[[ DATA TO EXAMINE open ]]

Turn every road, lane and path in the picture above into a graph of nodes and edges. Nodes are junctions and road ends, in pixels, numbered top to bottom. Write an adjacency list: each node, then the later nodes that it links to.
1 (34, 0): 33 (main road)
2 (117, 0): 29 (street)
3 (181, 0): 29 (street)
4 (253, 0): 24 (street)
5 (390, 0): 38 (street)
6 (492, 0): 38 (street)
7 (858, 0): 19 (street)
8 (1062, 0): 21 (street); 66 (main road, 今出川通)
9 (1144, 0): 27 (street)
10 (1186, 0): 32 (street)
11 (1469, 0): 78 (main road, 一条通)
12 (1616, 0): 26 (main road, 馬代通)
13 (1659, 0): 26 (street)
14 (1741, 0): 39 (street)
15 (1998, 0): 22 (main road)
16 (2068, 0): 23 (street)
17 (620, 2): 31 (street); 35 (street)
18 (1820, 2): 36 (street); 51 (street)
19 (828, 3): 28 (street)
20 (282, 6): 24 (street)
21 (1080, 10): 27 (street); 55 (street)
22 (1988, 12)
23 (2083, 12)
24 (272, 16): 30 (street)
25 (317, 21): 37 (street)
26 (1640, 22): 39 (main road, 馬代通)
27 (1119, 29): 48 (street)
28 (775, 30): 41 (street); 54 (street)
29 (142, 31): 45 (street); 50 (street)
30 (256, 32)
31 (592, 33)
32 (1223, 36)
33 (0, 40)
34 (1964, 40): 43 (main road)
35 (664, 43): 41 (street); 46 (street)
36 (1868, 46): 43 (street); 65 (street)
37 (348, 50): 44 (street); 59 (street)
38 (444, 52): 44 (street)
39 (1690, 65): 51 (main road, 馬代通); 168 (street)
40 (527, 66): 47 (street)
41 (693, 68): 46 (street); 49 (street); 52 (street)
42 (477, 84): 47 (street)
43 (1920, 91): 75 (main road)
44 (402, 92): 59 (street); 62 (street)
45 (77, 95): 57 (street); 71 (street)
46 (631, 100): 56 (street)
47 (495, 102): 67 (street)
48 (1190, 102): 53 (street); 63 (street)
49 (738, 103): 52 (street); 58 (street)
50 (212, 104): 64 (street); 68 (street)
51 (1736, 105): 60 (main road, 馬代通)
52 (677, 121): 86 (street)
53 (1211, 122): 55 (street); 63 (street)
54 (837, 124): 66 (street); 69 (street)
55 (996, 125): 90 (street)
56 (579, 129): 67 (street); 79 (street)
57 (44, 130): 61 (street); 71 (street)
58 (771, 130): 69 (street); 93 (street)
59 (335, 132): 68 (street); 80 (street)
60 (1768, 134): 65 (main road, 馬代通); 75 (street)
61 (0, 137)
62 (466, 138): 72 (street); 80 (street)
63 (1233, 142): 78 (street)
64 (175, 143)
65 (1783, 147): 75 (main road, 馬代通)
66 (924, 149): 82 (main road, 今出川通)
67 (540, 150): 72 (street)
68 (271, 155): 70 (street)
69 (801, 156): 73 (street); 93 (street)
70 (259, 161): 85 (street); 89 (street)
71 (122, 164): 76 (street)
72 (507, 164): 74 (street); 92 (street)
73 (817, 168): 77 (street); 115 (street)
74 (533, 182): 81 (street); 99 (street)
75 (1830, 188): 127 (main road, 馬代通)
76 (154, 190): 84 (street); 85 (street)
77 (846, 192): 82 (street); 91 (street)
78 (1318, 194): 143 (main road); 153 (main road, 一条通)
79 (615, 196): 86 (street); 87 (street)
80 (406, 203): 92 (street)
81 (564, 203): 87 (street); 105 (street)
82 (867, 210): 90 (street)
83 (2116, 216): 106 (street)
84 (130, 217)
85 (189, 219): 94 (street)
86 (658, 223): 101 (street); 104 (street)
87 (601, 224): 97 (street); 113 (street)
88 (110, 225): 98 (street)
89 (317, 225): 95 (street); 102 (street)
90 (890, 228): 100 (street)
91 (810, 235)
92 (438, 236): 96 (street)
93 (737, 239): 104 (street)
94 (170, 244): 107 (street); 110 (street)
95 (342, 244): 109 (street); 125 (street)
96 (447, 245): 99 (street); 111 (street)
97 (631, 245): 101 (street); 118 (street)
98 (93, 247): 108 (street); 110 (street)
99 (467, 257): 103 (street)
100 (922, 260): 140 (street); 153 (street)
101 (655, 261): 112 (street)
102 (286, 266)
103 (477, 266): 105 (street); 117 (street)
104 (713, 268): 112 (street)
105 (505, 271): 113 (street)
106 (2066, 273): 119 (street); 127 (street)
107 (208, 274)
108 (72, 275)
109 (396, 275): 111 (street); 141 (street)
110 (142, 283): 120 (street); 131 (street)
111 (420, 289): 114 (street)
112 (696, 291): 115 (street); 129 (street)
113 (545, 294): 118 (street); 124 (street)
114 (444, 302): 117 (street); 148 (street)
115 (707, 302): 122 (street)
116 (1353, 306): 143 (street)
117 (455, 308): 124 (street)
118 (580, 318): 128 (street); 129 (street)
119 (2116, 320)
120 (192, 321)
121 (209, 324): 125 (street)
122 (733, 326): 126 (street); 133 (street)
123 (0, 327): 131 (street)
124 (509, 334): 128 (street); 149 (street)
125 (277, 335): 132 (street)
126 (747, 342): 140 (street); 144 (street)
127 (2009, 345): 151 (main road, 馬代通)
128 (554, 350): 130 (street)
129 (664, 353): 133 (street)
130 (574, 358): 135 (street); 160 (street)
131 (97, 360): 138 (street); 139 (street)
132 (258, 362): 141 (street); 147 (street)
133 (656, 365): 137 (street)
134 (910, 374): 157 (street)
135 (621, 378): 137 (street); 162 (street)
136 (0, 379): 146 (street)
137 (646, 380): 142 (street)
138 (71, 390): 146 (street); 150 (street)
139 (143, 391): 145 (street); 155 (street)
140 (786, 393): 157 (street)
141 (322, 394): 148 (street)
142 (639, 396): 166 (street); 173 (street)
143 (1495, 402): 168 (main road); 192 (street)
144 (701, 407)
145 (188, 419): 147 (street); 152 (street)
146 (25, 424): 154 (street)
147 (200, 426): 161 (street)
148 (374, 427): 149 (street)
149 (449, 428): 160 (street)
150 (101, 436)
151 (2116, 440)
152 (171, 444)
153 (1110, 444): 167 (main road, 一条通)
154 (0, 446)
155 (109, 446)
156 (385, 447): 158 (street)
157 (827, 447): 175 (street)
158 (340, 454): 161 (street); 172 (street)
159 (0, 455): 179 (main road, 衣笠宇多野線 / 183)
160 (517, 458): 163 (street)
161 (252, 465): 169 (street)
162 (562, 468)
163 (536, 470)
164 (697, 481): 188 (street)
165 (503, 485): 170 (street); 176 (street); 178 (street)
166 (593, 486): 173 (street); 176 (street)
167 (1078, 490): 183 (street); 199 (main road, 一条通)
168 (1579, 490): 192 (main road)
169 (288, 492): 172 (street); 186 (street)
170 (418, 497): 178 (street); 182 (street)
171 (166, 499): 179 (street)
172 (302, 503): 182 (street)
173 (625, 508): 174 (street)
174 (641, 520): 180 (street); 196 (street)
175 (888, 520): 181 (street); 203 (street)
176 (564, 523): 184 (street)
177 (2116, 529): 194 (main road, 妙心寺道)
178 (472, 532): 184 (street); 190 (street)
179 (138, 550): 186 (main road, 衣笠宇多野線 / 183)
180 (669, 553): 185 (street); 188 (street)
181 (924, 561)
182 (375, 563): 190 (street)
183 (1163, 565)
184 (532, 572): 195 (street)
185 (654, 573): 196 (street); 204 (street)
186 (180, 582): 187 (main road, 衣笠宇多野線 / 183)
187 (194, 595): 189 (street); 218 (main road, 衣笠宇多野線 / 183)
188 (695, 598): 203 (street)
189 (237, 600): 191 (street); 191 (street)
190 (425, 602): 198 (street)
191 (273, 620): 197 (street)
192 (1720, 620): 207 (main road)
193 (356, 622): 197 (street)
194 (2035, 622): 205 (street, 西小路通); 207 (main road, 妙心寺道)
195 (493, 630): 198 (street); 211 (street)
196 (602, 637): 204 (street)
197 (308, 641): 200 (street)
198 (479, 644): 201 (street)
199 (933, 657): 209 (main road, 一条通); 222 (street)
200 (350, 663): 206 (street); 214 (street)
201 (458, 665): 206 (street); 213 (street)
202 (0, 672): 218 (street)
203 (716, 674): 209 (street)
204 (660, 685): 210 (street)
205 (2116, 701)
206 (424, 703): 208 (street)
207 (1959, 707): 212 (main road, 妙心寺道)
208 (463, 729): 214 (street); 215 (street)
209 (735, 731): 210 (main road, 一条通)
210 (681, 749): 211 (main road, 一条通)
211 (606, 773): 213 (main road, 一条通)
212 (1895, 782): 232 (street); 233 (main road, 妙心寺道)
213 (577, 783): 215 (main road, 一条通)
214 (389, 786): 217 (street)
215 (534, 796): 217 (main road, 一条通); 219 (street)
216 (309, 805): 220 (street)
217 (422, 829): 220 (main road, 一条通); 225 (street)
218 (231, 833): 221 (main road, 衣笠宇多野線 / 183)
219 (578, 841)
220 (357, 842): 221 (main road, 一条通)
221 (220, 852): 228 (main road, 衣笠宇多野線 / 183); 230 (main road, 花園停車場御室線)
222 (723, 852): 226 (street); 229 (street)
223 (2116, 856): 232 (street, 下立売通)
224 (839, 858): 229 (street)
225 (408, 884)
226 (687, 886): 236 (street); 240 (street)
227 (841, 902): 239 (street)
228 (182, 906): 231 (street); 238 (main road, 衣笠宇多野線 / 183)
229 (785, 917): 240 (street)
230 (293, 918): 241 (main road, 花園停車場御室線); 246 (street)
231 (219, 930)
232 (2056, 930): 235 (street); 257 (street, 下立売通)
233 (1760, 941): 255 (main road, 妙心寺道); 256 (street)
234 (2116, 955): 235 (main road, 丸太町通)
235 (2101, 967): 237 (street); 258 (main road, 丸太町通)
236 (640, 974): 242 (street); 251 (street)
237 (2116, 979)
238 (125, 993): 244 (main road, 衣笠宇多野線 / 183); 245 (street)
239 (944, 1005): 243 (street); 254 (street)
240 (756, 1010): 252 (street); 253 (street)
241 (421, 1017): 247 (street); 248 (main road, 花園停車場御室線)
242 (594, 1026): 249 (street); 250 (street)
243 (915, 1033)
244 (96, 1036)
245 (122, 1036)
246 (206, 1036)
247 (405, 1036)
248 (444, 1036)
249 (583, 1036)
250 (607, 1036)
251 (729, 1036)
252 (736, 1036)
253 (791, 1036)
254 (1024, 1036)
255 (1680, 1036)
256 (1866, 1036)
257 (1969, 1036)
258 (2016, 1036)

[[ DATA TO EXAMINE closed ]]

### REQUIREMENT
Working through the entries line by line, count those containing "下立売通" and report only the number.

### ANSWER TO THIS EXERCISE
2